Data extract.
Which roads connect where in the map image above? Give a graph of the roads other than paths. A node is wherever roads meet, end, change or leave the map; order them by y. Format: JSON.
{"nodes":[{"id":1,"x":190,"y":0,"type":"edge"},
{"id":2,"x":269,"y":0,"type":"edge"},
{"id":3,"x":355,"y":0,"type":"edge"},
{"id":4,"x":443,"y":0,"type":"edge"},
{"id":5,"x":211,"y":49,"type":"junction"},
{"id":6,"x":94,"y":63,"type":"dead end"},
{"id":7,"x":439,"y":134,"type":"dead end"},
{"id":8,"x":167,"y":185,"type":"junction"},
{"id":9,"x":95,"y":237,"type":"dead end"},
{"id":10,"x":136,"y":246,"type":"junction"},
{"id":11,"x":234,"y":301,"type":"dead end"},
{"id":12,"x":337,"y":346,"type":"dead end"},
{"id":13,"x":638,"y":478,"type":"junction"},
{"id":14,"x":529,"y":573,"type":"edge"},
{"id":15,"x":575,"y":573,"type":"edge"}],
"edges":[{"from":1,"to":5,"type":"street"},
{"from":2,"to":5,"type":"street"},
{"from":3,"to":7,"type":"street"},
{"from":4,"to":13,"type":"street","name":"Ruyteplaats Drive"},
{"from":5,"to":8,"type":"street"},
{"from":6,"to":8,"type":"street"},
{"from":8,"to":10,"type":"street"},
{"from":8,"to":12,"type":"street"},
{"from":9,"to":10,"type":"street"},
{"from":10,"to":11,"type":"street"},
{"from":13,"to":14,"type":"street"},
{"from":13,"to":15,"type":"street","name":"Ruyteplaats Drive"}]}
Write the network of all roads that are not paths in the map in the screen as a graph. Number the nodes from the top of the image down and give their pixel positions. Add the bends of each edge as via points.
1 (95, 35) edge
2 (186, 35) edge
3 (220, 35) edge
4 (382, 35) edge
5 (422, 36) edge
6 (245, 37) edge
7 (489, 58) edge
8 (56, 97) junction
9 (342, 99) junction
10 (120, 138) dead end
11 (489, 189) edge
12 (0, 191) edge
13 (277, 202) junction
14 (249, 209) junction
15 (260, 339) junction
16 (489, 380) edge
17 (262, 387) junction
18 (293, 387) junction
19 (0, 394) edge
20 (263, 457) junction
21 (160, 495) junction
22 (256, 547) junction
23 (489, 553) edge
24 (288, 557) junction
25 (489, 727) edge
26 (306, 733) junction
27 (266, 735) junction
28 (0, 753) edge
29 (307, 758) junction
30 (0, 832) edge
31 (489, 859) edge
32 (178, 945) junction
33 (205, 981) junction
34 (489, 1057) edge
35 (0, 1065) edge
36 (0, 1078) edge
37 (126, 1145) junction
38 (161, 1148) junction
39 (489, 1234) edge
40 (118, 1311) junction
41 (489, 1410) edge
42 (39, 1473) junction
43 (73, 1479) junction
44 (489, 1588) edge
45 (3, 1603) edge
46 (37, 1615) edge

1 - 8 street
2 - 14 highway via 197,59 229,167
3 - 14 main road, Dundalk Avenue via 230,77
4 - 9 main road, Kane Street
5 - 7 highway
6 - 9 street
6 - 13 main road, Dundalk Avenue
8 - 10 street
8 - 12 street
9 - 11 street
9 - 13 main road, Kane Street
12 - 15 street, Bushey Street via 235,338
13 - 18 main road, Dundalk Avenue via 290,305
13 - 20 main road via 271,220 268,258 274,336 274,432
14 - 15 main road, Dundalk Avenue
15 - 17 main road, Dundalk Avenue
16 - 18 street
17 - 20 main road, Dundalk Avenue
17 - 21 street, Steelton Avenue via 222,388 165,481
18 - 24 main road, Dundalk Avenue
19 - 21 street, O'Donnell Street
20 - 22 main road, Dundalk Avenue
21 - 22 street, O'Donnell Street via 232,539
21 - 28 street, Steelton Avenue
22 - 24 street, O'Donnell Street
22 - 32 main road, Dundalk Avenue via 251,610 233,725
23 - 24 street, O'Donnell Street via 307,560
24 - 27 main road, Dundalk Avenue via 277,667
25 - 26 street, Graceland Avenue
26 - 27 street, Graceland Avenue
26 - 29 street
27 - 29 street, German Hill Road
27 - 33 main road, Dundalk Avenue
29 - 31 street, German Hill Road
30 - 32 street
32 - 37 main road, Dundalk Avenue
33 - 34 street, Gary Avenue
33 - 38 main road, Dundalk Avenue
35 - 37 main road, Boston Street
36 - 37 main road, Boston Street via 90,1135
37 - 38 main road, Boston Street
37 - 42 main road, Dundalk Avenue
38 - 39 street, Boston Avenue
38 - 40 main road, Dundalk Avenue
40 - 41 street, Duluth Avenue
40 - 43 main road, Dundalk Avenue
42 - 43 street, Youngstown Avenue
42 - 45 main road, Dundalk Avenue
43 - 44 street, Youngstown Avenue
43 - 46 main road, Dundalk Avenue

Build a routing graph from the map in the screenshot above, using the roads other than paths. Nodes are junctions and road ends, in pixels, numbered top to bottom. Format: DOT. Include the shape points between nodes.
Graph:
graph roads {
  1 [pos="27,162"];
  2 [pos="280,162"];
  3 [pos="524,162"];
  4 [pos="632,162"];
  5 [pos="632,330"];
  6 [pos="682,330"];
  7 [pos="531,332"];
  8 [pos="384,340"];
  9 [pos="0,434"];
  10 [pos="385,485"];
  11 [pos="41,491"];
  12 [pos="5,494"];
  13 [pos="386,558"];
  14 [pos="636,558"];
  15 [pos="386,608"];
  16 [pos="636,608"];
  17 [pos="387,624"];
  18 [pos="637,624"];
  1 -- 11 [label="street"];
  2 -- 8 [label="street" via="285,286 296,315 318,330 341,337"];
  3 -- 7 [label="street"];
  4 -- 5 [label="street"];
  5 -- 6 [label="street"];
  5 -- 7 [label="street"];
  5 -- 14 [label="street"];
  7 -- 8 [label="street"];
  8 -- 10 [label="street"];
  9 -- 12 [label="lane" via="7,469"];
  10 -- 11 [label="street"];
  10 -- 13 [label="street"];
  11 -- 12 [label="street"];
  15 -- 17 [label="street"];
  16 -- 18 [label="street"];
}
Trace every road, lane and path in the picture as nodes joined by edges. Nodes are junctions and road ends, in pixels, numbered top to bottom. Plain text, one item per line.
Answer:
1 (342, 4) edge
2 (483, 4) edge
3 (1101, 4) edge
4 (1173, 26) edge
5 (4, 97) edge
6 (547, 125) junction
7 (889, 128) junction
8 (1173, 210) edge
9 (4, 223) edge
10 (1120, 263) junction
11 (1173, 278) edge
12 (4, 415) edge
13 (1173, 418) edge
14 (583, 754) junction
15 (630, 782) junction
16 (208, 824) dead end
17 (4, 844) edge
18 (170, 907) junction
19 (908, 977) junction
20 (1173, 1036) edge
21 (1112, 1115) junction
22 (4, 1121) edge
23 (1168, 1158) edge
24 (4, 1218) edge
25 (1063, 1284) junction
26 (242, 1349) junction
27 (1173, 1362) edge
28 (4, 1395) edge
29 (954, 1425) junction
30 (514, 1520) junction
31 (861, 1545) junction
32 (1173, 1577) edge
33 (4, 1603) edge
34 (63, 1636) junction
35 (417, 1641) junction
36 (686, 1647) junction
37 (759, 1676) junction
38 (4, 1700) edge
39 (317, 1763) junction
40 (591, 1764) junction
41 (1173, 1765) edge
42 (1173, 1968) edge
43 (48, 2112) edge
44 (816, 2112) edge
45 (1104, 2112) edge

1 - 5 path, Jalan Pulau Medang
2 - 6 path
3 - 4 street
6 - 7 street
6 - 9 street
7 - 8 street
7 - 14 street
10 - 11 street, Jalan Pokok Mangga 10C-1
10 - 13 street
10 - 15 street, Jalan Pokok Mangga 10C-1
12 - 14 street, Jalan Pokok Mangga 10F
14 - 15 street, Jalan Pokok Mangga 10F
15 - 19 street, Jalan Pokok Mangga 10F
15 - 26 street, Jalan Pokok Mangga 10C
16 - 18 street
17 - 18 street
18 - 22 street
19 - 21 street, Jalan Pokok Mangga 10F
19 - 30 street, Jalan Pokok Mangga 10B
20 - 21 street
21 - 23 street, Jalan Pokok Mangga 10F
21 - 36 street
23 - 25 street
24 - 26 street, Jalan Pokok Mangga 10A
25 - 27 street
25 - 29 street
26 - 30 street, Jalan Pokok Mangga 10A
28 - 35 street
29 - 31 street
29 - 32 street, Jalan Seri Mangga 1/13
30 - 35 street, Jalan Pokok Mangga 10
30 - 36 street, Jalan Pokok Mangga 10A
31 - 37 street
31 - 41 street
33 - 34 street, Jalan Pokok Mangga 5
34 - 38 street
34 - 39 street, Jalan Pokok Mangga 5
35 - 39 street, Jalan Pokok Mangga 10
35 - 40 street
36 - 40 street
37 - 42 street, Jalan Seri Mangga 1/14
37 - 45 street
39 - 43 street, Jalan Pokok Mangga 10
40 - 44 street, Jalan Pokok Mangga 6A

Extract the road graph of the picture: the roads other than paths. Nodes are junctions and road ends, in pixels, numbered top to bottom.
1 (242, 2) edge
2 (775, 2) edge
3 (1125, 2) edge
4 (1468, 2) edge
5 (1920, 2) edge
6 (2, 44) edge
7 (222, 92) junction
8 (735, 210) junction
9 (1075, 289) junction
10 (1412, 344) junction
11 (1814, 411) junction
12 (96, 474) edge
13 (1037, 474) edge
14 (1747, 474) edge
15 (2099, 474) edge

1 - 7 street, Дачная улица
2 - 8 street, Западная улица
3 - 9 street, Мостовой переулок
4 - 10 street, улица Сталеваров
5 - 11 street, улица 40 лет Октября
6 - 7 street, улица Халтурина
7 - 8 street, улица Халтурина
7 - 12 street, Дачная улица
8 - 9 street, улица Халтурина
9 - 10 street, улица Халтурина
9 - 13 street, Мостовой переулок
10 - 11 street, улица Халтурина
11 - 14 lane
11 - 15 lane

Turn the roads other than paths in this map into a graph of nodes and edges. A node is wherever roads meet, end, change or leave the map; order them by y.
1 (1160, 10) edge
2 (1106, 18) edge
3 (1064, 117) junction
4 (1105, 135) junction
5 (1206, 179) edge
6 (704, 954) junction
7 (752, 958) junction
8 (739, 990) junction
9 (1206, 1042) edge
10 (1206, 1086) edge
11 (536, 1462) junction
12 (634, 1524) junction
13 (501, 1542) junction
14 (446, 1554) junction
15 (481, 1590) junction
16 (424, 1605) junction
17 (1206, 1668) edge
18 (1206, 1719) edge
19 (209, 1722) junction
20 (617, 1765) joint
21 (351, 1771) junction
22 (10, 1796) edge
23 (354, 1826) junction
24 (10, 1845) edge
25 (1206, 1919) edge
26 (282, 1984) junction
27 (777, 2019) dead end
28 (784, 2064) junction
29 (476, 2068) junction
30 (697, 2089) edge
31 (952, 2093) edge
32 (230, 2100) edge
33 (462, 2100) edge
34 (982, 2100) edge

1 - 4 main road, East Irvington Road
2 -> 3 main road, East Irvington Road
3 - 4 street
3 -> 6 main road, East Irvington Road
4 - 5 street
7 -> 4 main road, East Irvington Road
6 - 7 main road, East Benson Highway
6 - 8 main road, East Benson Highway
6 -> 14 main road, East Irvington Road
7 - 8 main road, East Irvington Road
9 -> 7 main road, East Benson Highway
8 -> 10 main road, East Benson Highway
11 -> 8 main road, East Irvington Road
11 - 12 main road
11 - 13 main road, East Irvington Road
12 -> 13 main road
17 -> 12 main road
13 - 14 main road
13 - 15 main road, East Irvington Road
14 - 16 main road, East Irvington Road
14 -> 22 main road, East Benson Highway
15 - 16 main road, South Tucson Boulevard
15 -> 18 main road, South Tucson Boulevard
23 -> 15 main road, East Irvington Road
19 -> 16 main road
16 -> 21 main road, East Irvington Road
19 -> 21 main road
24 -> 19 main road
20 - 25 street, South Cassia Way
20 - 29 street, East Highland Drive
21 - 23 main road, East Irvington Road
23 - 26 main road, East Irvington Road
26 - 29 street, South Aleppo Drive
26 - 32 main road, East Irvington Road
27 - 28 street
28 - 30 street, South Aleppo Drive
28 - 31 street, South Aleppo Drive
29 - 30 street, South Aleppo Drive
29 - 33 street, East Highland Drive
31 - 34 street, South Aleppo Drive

Exercise description. State the number of lines in this listing that contain the string "edges", and add nothing else.

Solution below. 3